This Dirac notation is confusing for a starters ... I tried reading Zetilli and got lost ... there is so much of this stuff / rules ... –  71GA May 11 '13 at 7:11

First i need some explaination on how do we know this?

It's stipulated.

Maybe it will help your understanding if we phrase it this way:

Let $\psi$ be an eigenfunction of an operator $\hat{H}$ with eigenvalue $W$.


(Update to address OPs comment).

Spectral Theorem:

Theorem. There exists an orthonormal basis of V consisting of eigenvectors of A. Each eigenvalue is real.
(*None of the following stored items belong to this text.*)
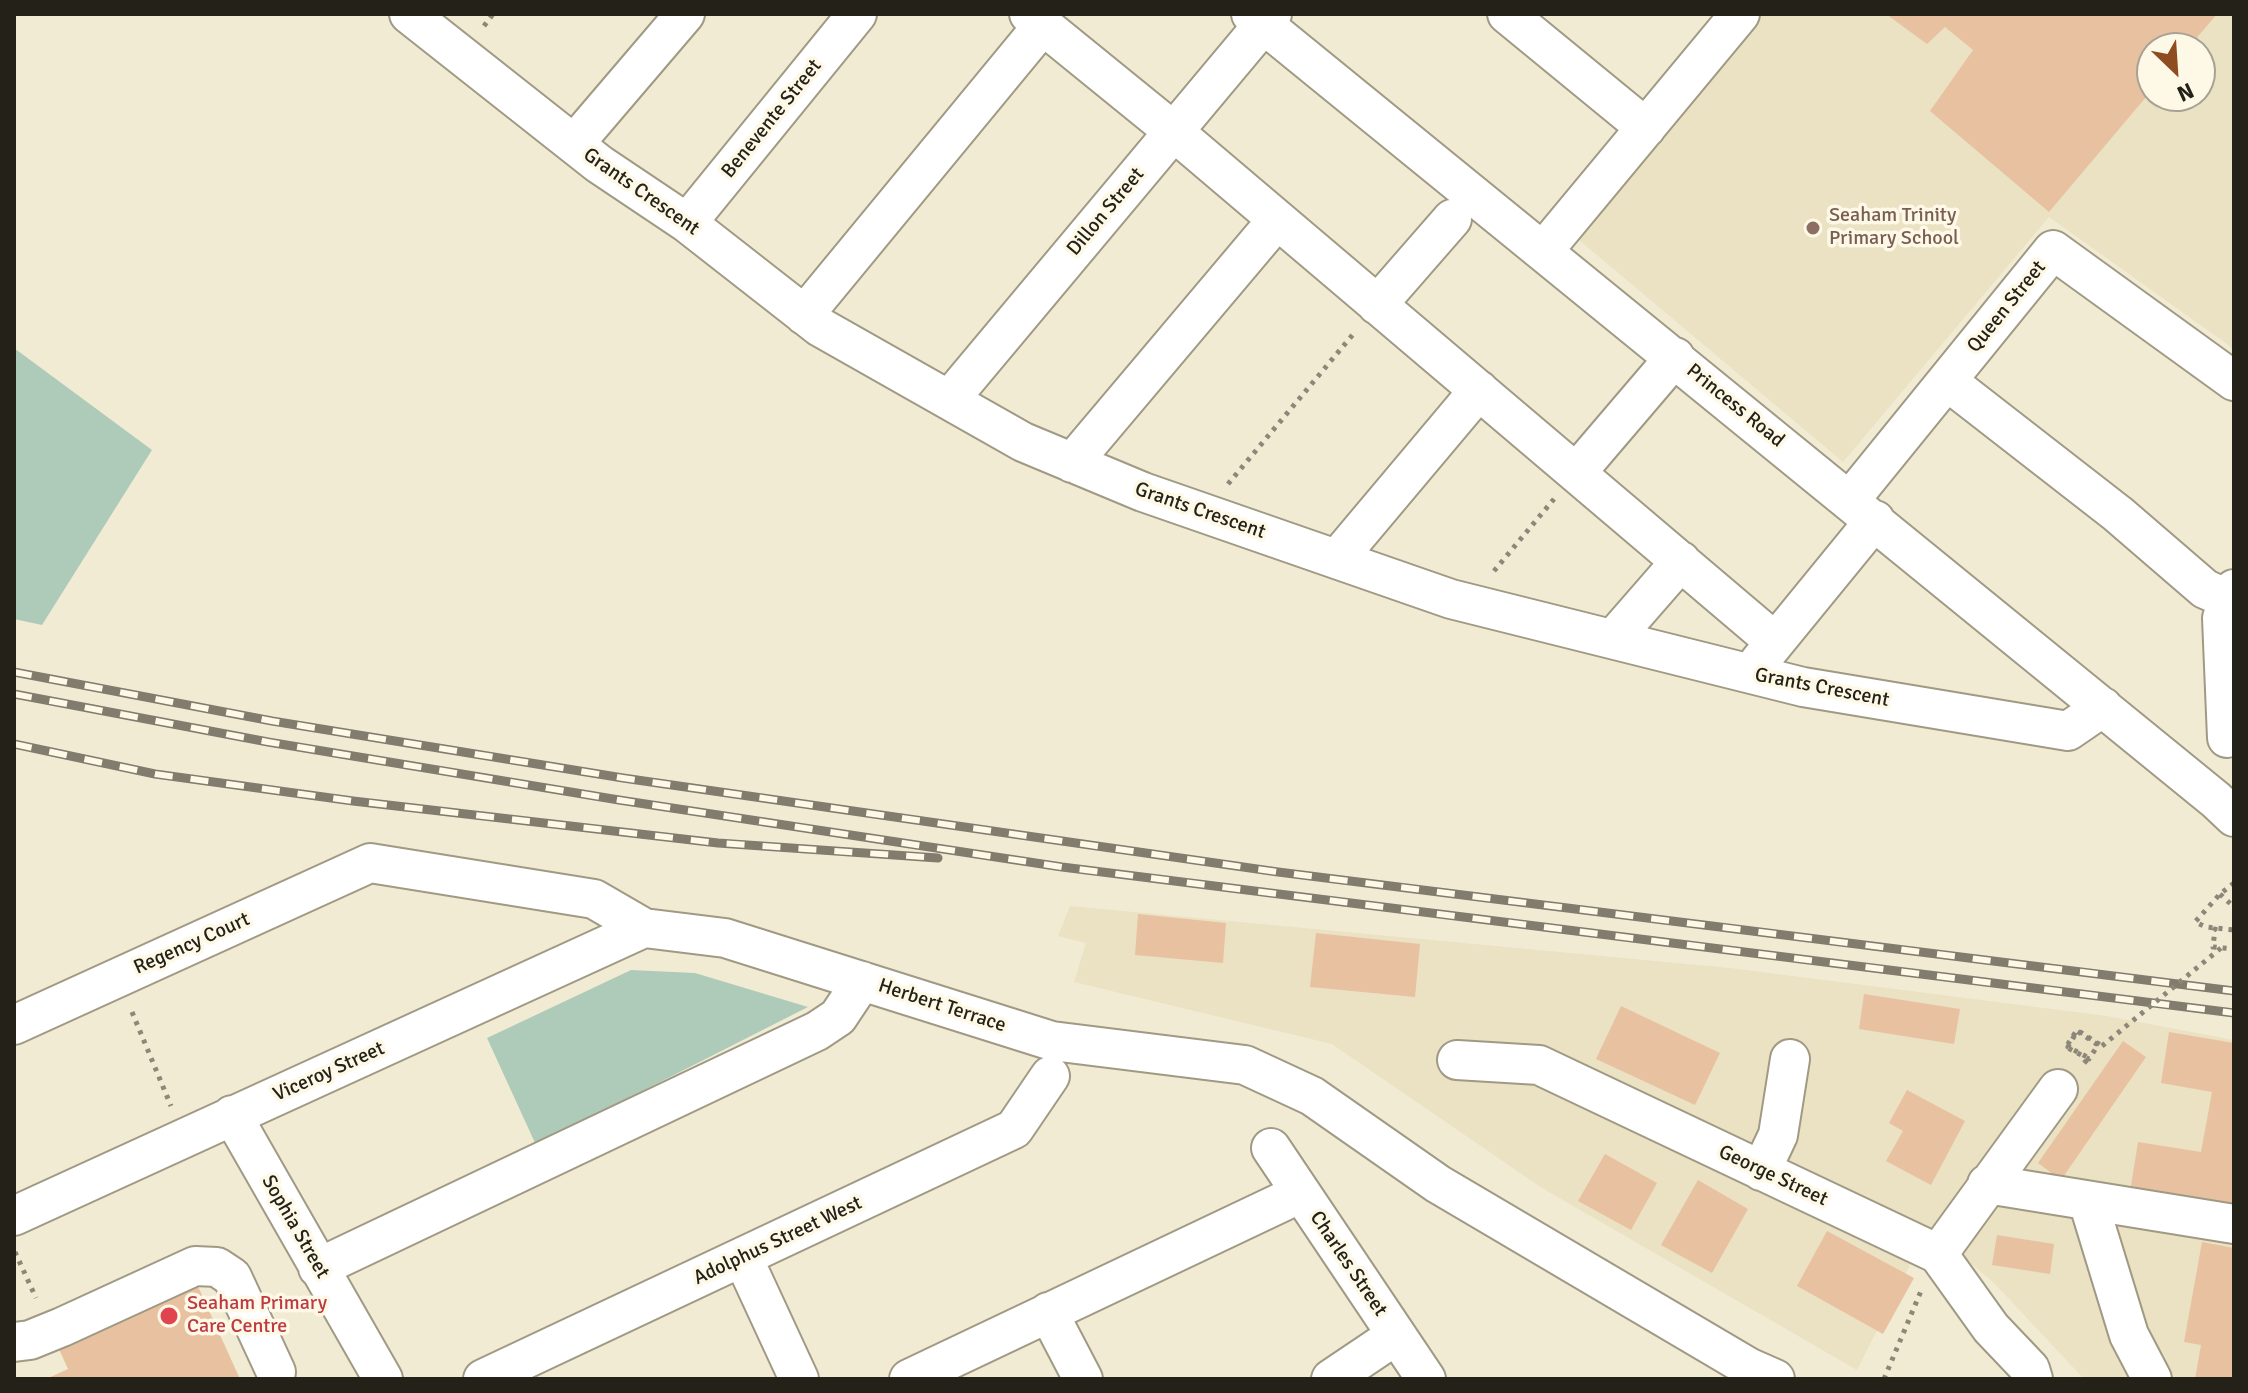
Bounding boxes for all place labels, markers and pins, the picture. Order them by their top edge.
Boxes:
place label: Seaham Trinity Primary School [1829,204,1959,251]
marker: Seaham Trinity Primary School [1804,219,1822,237]
place label: Seaham Primary Care Centre [187,1292,327,1339]
marker: Seaham Primary Care Centre [158,1305,180,1327]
In the above, A is a Hermitian operator. In QM, The Hamiltonian operator $\hat{H}$, is a Hermitian operator corresponding to the classical total energy observable.

The spectral theorem essentially guarantees that not only are there eigenfunctions (eigenvectors, eigenstates) with real eigenvalues associated with Hermitian operators, but that the set of these eigenstates is complete, i.e., any possible state of the system can be expressed as a weighted sum of the eigenstates of the operator.

So, we know that there are eigenstates and eigenvalues associated with $\hat{H}$. $\psi$ is just a label for one in particular and $W$ is just a label for the associated eigenvalue.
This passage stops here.